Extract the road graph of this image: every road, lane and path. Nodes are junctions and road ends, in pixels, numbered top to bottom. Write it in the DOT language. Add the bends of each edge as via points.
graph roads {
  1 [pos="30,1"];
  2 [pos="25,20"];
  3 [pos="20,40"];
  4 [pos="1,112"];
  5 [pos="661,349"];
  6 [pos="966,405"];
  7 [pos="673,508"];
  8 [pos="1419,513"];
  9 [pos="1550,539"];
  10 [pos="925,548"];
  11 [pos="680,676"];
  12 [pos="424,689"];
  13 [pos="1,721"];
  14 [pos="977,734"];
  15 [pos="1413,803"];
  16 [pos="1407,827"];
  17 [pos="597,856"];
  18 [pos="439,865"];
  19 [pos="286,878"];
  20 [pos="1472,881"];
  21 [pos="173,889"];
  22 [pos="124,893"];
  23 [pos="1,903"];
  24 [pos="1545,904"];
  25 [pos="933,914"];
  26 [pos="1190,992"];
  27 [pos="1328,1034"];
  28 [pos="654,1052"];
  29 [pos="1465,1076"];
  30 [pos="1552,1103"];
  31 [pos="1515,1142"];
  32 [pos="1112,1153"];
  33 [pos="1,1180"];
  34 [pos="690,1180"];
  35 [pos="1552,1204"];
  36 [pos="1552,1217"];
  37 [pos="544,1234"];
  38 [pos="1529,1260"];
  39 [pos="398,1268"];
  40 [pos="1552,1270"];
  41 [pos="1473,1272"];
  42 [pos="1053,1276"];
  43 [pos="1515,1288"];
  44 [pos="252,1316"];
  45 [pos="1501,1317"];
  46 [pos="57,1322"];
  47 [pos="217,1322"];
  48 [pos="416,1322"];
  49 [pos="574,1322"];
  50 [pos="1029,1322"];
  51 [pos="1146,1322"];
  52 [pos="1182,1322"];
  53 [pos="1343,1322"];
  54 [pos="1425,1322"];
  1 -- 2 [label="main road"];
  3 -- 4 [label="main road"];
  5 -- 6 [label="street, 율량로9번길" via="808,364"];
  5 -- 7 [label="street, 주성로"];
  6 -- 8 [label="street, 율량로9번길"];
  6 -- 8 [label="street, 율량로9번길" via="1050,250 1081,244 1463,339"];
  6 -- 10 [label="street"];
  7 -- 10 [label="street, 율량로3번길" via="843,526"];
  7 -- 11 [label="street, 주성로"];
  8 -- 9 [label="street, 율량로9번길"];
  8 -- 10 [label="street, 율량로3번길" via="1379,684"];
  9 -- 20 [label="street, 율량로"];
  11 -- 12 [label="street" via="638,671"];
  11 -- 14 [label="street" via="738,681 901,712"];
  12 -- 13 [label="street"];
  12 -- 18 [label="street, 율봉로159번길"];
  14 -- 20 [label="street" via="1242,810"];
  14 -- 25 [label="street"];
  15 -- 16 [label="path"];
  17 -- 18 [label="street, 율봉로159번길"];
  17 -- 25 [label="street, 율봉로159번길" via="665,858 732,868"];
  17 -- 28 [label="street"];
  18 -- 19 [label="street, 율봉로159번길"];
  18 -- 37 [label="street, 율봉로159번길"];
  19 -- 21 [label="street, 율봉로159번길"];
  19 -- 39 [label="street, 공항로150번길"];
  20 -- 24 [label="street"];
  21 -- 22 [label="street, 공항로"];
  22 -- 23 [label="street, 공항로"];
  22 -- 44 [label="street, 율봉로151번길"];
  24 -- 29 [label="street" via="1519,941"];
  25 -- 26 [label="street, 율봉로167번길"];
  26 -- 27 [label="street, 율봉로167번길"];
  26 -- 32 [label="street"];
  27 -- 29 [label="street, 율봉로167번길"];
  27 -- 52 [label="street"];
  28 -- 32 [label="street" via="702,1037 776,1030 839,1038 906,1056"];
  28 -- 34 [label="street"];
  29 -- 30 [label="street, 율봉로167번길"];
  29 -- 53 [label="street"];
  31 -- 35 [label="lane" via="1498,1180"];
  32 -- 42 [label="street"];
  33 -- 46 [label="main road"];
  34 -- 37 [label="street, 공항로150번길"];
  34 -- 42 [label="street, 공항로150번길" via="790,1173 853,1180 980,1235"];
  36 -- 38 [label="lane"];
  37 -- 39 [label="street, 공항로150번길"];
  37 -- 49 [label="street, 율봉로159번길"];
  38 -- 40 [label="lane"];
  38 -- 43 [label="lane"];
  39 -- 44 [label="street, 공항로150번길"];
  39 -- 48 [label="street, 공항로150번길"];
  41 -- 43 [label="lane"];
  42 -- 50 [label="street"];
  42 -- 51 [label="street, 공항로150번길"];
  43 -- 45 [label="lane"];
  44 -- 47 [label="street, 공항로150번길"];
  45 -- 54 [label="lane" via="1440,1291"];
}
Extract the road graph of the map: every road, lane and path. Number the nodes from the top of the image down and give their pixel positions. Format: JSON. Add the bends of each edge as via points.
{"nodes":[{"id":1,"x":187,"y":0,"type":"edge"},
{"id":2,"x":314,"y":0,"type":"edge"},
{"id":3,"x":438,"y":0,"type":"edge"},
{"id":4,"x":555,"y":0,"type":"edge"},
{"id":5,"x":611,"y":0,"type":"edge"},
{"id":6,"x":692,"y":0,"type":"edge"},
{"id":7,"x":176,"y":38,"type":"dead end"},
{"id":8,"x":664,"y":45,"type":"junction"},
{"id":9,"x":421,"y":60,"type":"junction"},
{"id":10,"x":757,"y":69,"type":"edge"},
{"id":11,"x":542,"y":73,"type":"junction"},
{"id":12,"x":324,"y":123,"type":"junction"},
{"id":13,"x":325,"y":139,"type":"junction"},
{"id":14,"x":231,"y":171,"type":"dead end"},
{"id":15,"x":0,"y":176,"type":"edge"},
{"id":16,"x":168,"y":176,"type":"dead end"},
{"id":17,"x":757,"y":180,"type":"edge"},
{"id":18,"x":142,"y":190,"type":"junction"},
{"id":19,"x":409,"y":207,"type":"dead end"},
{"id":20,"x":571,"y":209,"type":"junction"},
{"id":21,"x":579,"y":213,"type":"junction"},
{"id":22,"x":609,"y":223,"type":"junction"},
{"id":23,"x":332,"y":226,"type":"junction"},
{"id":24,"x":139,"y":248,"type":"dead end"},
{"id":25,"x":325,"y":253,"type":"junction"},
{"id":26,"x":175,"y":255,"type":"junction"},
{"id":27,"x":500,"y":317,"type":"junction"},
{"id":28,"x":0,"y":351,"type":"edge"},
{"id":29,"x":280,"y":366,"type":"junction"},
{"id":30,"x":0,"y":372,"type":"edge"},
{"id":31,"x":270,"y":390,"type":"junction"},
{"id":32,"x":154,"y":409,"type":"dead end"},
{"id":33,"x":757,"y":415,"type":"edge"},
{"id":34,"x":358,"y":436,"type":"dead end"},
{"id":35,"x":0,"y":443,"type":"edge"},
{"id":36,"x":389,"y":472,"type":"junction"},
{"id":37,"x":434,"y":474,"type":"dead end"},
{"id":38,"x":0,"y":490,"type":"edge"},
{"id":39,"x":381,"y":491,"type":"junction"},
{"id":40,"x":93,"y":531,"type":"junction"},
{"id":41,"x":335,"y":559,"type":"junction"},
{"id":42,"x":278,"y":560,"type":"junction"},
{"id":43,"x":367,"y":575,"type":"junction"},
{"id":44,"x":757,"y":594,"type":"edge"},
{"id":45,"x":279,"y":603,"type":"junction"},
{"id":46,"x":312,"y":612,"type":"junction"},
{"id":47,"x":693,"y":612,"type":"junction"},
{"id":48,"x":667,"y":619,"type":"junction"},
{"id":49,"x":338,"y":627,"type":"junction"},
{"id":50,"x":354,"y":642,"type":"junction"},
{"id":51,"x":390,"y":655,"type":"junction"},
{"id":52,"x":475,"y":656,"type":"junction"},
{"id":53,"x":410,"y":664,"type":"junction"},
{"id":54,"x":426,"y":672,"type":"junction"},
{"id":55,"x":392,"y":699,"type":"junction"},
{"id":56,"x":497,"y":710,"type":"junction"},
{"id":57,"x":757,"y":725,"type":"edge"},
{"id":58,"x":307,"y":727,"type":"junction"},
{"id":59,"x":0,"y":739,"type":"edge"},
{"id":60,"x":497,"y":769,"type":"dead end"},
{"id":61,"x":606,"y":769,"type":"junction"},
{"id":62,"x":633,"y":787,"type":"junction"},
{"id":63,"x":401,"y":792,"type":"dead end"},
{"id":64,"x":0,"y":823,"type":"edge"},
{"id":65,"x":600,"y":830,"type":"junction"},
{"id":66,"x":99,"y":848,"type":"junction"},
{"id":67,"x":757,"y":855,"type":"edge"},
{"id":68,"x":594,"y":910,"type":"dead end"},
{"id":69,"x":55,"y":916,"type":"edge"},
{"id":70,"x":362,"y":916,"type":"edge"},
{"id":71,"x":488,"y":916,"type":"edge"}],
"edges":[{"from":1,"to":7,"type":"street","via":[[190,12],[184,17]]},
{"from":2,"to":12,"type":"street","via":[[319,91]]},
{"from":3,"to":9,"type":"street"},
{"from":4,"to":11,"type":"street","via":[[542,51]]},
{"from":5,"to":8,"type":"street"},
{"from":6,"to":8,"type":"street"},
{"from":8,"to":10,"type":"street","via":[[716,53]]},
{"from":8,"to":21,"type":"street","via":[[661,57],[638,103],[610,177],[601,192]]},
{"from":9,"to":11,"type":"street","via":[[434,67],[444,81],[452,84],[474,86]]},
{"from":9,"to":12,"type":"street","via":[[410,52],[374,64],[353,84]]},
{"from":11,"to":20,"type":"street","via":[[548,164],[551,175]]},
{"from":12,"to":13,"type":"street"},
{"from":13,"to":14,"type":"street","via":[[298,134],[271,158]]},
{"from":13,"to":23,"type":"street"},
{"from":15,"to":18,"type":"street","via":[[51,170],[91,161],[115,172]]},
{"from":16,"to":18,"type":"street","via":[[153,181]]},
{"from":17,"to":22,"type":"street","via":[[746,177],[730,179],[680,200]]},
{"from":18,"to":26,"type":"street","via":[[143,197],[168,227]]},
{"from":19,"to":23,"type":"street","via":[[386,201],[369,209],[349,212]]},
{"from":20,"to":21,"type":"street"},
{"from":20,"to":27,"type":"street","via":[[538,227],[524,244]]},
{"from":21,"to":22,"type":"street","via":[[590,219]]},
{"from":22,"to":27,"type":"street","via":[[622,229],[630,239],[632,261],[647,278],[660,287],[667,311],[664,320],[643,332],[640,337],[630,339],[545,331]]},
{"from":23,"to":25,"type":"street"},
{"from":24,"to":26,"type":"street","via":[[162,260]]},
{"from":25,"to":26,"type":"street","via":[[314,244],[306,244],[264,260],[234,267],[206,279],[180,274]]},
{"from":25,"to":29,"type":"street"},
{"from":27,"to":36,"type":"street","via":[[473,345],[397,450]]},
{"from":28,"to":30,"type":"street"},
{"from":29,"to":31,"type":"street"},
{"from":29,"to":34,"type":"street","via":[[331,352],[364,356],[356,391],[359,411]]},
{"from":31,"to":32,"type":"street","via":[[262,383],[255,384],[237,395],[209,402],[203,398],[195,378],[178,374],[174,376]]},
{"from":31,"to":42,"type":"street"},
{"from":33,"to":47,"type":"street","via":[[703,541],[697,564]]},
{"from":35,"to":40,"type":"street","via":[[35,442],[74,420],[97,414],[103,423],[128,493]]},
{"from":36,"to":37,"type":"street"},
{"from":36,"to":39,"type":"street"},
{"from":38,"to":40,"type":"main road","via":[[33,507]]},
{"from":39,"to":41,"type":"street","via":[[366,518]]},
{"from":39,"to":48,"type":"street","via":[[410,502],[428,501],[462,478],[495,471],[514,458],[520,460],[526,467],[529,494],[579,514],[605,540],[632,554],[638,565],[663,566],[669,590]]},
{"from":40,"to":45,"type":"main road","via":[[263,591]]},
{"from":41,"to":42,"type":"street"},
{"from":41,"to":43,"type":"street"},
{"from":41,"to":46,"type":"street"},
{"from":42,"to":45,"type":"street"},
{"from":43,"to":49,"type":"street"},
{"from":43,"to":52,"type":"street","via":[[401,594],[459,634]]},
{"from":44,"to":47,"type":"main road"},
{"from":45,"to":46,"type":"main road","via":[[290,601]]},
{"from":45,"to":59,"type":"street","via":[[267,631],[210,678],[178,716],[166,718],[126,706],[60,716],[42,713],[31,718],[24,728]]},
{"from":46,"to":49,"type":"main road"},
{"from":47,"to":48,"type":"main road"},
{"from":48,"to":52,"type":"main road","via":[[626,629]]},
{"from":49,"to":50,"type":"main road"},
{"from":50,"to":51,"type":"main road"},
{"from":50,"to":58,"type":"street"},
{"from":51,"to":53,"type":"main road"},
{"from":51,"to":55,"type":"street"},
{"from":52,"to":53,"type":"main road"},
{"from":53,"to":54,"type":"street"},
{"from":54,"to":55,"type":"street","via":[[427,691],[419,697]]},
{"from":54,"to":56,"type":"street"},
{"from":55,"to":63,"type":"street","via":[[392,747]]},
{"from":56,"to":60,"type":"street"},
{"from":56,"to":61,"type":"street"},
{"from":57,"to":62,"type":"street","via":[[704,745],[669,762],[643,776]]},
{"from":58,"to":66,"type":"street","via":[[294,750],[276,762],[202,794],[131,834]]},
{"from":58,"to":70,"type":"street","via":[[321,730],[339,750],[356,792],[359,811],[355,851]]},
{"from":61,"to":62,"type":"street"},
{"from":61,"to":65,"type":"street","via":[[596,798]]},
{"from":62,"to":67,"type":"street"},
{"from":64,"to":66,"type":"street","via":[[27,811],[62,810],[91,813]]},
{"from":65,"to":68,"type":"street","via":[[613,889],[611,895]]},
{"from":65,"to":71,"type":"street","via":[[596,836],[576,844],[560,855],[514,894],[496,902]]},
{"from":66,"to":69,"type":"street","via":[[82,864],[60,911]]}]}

WHAT YOU ARE ASKED TO DO
Write the number of lines above that contain the string "each", and nothing besides.

SOLUTION FOR THIS TASK
2